Sussex Police has today unveiled significant changes it will need to make in order to save £56 million. Measures include cutting 1,000 staff including 500 police officers by 2020.
The world we live in is changing and will continue to do so, including the crimes people commit. Our new model, which will be implemented in stages over the next four years, shapes our service so we are best equipped to meet emerging threats, within our financial constraints.
As part of the Serving Sussex 2015 programme over the last five years we have already made cost savings of more than £50 million, while still protecting our front line and delivering a quality service. Now we must trim further and to do so we have to look at our most significant area of cost – our people.
We will be a smaller organisation with 700 fewer officers and staff (500 police officers and 200 staff) delivering local policing over the next five years. A further 300 posts elsewhere in the force will go as we seek to save a further £56 million by 2020. As an organisation we spend 80% of our budget on pay and with budget reductions we must refocus roles if we are to retain our ability to keep people safe.
Sussex has run on a tight budget for many years with residents paying one of the lowest precepts in the country. This means we already run a tight ship, an achievement that has been nationally recognised. We are collaborating with partners, including Surrey Police, to gain maximum benefits in terms of financial saving and maintaining good quality policing.
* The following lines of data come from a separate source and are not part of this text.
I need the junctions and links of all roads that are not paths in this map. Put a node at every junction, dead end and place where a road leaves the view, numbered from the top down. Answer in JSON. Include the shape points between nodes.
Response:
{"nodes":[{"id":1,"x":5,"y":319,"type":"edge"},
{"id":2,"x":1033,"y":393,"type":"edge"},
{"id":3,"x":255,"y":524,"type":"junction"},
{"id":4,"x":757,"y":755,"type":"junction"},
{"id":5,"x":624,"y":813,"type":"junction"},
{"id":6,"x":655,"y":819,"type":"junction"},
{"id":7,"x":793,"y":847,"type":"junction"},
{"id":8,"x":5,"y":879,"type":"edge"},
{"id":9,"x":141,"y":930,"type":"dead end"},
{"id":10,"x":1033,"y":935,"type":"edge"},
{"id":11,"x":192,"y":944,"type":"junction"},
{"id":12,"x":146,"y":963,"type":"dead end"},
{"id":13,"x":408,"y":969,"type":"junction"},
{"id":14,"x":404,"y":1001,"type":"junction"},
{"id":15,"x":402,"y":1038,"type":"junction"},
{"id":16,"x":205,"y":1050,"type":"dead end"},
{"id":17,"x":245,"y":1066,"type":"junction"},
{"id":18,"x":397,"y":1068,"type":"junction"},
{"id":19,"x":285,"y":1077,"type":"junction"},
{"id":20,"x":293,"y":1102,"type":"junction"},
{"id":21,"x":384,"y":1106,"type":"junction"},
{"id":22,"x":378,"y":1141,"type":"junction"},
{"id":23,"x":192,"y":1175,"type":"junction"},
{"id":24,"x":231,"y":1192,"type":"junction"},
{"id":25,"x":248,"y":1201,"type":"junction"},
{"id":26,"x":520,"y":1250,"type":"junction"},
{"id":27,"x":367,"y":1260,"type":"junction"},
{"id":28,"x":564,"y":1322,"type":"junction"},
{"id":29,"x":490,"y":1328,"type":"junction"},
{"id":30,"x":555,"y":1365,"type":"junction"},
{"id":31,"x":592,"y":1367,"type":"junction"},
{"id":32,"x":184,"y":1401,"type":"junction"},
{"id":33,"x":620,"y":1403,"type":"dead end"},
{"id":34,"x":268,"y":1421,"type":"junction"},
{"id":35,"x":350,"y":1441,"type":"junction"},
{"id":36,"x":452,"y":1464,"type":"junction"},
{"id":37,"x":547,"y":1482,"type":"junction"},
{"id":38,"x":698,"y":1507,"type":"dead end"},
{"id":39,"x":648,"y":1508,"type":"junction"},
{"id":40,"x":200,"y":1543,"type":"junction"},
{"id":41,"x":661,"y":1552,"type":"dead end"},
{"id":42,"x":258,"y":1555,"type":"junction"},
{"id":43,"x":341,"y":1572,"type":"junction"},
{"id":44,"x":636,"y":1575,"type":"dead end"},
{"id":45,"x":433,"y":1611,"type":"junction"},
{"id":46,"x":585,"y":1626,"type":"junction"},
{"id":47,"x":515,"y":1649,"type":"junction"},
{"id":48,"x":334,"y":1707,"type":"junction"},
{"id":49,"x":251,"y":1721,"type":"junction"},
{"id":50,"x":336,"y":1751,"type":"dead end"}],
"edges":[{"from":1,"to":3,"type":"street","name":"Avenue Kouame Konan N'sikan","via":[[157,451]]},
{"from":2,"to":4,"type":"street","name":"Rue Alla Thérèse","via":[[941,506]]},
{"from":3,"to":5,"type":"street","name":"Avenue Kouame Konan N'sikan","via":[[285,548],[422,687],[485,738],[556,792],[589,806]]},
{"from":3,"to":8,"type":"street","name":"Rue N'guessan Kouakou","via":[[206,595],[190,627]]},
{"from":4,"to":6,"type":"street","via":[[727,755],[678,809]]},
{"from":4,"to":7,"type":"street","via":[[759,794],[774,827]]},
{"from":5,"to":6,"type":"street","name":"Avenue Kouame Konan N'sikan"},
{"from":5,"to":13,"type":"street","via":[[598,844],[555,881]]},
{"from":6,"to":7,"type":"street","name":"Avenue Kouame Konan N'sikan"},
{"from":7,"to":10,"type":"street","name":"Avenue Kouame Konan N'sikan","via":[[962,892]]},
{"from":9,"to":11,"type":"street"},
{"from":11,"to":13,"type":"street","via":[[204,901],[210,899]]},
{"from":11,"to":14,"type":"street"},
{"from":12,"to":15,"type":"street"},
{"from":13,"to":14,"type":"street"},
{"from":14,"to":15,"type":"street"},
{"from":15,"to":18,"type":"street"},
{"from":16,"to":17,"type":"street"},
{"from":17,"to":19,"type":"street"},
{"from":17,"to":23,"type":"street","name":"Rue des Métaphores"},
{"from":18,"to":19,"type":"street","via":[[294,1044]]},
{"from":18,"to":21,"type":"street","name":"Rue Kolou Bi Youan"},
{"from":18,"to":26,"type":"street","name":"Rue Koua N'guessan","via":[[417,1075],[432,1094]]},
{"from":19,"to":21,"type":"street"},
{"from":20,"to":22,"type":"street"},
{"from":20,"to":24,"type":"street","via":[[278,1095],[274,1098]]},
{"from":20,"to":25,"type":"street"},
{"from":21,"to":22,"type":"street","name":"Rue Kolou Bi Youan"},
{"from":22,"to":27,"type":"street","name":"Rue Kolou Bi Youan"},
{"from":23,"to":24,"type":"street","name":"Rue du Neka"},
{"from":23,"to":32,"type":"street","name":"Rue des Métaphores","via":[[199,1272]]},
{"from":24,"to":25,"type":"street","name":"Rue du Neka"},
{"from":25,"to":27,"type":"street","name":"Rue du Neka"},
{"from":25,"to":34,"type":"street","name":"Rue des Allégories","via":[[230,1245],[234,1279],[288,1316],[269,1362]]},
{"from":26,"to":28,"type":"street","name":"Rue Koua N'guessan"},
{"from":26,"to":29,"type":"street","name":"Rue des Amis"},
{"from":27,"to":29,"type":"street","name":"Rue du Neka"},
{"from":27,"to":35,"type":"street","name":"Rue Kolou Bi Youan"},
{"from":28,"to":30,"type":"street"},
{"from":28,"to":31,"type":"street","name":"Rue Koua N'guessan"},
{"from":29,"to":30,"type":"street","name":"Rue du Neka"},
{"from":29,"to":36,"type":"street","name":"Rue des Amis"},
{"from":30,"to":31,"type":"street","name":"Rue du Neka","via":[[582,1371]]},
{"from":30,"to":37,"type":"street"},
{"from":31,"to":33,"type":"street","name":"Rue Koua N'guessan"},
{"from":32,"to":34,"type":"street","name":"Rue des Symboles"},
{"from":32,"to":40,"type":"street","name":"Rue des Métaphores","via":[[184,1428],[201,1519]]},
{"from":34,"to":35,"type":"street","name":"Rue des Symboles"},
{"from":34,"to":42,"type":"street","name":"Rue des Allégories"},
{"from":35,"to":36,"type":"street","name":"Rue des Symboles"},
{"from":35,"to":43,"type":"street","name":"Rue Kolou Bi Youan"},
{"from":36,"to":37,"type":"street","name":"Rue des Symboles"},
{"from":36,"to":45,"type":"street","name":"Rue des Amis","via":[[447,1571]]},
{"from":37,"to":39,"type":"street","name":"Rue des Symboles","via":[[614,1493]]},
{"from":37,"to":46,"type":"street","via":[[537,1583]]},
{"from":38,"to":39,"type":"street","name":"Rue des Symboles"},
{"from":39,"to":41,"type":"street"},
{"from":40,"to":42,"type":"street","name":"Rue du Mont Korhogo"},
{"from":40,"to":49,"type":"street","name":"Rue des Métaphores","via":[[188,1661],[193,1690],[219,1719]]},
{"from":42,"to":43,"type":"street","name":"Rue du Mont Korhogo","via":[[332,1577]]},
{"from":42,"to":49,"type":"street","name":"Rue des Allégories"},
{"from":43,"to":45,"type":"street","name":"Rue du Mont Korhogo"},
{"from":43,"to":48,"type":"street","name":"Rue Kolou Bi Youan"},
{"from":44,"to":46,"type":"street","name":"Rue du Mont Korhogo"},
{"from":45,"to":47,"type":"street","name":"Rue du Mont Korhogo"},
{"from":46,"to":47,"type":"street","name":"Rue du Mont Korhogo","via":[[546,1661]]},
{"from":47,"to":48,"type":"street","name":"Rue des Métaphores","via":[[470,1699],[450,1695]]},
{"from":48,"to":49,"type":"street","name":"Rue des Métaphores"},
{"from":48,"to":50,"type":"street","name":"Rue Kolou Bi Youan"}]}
Even with the efficiencies already made, overall crime has reduced over the last three years.
Although we will be smaller, I am confident that we will provide an effective service by adopting new ways of working, reducing wasted effort and improving productivity that will help us meet competing demands while continuing to protect our community.
Policing Team in Crowborough
It is too early to know what if any cuts will be made in Crowborough, other than to say the force currently employs 4,865 police officers and staff – 2,477 of whom are involved in local policing, so the job cuts are around 1/5th total workforce.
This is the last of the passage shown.